» About this task
Count the lines below that contain the word "Gustavo" and give only the number.

» Entries provided
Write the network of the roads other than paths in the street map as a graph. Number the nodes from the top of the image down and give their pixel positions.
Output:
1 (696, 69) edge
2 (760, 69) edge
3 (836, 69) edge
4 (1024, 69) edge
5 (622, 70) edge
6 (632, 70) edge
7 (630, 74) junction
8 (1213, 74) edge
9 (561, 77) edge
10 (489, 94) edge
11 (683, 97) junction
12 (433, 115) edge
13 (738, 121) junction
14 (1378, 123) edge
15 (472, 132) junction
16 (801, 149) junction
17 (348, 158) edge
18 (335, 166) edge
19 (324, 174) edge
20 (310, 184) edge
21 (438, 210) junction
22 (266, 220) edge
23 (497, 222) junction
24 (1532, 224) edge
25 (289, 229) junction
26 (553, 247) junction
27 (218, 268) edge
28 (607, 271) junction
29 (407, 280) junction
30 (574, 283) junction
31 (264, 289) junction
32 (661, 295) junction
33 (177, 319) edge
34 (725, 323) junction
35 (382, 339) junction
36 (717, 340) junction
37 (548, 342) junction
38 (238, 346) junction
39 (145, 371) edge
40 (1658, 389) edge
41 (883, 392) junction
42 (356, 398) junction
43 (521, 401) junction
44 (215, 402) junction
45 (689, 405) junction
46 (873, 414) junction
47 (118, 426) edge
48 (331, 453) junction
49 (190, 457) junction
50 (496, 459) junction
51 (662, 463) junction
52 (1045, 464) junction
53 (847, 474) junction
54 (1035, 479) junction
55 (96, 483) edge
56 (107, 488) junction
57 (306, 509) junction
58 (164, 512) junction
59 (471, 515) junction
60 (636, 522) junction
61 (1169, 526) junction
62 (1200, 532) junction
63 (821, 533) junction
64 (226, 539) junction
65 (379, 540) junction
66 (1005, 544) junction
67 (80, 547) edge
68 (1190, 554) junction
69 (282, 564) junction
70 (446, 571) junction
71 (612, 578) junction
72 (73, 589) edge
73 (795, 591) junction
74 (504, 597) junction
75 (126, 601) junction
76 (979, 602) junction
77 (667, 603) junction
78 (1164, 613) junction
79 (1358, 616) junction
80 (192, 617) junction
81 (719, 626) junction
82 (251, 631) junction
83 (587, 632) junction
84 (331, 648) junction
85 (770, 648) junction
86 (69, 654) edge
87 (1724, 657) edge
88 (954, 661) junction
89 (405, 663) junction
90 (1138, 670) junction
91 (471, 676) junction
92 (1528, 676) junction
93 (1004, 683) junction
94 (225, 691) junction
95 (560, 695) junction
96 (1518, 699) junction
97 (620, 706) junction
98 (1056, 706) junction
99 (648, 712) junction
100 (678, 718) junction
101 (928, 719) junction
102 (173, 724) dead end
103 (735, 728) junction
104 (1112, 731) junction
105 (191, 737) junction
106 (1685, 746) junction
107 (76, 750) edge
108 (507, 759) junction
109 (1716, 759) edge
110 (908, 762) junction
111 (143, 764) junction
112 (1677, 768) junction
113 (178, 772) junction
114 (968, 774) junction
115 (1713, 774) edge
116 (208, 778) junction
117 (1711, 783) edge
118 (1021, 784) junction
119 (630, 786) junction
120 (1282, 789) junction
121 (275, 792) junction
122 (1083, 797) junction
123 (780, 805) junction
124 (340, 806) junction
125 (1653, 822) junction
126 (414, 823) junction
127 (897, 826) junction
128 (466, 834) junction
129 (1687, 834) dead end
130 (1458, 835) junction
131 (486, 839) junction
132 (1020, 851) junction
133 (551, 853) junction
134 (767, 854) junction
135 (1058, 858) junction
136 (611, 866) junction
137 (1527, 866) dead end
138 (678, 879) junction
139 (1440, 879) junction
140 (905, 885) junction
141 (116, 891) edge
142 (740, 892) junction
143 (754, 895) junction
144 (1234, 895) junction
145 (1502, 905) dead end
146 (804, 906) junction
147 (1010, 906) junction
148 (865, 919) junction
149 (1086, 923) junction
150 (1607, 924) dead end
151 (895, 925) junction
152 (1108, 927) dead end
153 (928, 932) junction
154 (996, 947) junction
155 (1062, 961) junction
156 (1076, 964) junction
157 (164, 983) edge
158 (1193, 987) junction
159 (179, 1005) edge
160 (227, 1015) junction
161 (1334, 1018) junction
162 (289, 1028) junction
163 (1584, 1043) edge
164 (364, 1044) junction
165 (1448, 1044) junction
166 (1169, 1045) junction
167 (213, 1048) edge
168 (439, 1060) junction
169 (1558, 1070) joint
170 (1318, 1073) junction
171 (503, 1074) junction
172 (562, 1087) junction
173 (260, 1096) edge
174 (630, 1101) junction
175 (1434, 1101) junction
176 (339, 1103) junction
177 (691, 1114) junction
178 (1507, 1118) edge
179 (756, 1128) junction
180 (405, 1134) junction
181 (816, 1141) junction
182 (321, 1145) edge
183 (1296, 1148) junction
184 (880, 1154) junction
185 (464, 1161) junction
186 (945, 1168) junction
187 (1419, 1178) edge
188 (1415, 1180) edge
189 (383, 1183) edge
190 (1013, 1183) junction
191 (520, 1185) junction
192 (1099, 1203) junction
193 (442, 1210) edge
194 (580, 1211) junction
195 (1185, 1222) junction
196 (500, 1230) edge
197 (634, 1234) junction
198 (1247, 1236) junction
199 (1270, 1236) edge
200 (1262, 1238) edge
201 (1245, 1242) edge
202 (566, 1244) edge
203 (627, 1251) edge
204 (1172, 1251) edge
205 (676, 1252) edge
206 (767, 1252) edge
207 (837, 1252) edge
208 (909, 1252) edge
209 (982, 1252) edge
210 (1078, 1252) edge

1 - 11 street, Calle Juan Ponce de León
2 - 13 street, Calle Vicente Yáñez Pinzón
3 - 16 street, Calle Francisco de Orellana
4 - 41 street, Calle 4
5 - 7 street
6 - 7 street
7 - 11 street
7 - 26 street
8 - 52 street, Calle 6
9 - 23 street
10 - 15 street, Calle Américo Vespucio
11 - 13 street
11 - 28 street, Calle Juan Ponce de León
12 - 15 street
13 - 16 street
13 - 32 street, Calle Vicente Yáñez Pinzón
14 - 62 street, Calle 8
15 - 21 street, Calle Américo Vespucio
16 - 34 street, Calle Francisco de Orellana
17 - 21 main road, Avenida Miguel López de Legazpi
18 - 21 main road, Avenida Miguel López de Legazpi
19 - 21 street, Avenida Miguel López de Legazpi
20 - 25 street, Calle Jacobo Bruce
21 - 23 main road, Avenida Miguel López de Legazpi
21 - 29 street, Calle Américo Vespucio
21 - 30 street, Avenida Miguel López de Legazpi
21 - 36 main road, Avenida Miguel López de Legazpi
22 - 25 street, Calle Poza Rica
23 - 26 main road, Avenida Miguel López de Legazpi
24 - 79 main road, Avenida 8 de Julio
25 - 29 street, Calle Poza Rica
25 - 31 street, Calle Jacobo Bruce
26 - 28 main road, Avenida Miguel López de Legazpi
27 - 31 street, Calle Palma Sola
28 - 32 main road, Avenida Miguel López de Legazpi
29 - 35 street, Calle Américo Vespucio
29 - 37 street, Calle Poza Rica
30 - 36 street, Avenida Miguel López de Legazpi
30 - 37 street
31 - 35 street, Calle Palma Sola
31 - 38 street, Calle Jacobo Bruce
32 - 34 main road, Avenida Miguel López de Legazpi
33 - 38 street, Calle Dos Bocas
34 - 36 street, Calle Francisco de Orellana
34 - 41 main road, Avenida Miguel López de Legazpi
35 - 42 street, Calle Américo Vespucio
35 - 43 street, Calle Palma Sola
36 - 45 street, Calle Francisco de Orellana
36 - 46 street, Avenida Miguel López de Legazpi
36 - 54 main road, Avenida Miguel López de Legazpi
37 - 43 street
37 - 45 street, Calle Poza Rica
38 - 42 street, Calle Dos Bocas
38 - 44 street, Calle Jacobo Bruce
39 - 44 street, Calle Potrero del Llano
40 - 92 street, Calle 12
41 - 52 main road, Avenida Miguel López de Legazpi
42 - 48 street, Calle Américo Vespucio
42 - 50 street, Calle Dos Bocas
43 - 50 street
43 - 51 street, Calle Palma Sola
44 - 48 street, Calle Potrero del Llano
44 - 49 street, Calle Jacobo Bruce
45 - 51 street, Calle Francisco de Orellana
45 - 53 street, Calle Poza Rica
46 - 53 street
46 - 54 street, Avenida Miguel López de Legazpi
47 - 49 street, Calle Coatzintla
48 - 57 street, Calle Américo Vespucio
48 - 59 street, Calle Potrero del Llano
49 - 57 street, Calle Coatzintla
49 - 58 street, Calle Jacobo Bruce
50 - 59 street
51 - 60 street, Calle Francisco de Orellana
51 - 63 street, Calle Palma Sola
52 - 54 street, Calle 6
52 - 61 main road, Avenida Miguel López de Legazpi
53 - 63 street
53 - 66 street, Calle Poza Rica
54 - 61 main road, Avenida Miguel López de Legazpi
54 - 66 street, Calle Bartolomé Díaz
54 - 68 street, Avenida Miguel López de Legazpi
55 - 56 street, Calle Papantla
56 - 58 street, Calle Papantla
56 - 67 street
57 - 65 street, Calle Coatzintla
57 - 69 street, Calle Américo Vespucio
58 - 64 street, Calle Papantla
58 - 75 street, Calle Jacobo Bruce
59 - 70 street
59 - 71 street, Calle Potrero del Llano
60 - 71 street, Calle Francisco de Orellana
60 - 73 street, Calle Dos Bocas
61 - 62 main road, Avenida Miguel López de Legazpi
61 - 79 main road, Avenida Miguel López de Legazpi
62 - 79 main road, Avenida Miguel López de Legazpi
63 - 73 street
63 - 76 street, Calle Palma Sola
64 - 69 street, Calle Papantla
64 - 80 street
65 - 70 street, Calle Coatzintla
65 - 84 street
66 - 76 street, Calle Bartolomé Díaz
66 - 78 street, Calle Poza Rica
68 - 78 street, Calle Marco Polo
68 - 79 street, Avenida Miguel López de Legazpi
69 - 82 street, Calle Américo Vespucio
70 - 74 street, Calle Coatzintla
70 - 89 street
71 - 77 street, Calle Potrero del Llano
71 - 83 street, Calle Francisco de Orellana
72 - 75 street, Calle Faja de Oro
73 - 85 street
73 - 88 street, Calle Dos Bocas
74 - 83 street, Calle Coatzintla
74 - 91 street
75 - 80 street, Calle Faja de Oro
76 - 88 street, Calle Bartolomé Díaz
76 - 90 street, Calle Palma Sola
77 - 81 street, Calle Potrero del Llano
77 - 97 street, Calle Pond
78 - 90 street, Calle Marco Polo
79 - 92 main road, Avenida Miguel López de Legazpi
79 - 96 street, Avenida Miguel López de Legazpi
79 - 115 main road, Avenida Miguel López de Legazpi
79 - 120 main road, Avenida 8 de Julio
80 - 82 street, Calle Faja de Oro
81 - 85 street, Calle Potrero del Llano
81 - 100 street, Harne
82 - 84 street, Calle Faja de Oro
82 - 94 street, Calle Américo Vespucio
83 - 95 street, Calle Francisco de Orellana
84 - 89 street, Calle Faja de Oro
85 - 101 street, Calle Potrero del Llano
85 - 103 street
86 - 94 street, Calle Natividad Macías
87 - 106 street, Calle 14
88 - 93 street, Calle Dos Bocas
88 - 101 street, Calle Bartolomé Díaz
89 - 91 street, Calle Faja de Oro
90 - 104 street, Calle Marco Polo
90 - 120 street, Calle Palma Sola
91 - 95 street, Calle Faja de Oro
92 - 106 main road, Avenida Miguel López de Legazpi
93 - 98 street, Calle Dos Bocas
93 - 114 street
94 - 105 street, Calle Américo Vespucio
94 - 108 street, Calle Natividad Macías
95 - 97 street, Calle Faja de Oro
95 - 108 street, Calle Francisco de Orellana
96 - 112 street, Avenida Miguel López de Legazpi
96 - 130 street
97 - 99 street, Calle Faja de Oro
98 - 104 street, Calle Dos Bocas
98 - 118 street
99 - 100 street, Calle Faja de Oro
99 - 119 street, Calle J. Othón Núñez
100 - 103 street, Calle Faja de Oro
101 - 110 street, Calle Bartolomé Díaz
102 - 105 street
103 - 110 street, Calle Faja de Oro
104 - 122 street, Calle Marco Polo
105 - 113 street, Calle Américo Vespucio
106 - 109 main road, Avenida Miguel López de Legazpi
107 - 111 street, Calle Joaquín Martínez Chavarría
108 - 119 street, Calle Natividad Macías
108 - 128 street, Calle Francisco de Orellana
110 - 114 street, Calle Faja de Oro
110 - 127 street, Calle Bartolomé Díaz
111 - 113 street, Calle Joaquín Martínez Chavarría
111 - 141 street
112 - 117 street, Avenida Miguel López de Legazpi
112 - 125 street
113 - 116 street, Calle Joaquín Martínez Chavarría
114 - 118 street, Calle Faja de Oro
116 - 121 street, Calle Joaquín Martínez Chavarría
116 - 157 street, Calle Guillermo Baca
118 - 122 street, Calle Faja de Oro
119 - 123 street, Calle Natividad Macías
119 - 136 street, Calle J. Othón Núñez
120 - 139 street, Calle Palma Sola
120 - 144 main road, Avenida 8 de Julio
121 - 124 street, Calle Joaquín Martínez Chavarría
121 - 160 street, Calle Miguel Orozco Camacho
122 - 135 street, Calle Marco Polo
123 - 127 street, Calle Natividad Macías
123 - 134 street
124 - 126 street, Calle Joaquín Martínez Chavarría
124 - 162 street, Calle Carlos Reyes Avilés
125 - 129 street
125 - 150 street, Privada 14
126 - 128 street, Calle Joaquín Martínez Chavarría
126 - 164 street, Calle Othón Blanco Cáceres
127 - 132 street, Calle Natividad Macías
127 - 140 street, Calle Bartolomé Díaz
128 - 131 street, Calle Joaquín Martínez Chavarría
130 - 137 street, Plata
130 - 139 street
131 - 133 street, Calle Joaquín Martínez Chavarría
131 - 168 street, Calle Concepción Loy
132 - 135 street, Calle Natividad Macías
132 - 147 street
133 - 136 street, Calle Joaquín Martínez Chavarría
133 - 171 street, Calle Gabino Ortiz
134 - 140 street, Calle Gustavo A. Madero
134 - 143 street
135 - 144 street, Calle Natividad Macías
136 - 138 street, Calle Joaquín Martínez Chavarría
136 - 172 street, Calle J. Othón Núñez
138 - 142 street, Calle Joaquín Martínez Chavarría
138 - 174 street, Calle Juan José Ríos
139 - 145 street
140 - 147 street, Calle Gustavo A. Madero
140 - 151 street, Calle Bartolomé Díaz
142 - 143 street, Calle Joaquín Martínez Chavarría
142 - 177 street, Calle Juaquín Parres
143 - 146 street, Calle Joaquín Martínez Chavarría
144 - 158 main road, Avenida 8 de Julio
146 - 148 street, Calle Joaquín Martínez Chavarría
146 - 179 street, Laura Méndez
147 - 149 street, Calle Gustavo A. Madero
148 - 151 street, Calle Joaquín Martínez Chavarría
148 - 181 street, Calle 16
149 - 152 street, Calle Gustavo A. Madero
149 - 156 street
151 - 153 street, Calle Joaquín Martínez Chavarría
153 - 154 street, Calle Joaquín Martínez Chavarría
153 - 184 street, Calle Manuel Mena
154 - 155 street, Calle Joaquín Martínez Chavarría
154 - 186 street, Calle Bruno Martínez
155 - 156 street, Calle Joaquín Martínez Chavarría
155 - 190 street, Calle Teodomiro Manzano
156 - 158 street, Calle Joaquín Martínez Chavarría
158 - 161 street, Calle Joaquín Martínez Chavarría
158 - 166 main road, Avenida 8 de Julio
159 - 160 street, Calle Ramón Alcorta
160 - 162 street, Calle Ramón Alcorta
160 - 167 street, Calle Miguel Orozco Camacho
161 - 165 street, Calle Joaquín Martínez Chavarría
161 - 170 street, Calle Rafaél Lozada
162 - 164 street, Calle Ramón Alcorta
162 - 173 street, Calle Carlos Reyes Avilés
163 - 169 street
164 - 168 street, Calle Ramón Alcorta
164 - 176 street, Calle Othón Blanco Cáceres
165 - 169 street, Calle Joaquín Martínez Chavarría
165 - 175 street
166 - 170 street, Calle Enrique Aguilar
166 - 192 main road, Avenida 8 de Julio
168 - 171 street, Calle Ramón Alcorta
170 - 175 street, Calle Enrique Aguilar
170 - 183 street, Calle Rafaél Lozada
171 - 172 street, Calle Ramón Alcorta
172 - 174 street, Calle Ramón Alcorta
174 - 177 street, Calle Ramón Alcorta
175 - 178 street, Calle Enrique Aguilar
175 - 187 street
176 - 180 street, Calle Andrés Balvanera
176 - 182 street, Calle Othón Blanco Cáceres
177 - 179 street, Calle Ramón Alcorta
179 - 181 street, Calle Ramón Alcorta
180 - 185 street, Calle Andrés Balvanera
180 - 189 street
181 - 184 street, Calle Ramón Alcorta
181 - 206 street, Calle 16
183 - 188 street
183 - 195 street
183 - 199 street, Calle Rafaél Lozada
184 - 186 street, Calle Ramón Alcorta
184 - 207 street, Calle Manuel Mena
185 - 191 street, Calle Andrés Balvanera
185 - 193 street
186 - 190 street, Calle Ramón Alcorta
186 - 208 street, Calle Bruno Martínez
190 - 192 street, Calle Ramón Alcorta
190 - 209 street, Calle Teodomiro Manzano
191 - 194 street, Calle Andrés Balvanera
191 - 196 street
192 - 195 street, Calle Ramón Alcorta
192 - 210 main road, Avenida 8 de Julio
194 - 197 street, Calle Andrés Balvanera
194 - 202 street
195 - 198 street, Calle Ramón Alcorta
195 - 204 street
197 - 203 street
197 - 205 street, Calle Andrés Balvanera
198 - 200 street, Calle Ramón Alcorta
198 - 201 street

» Solution to this problem
4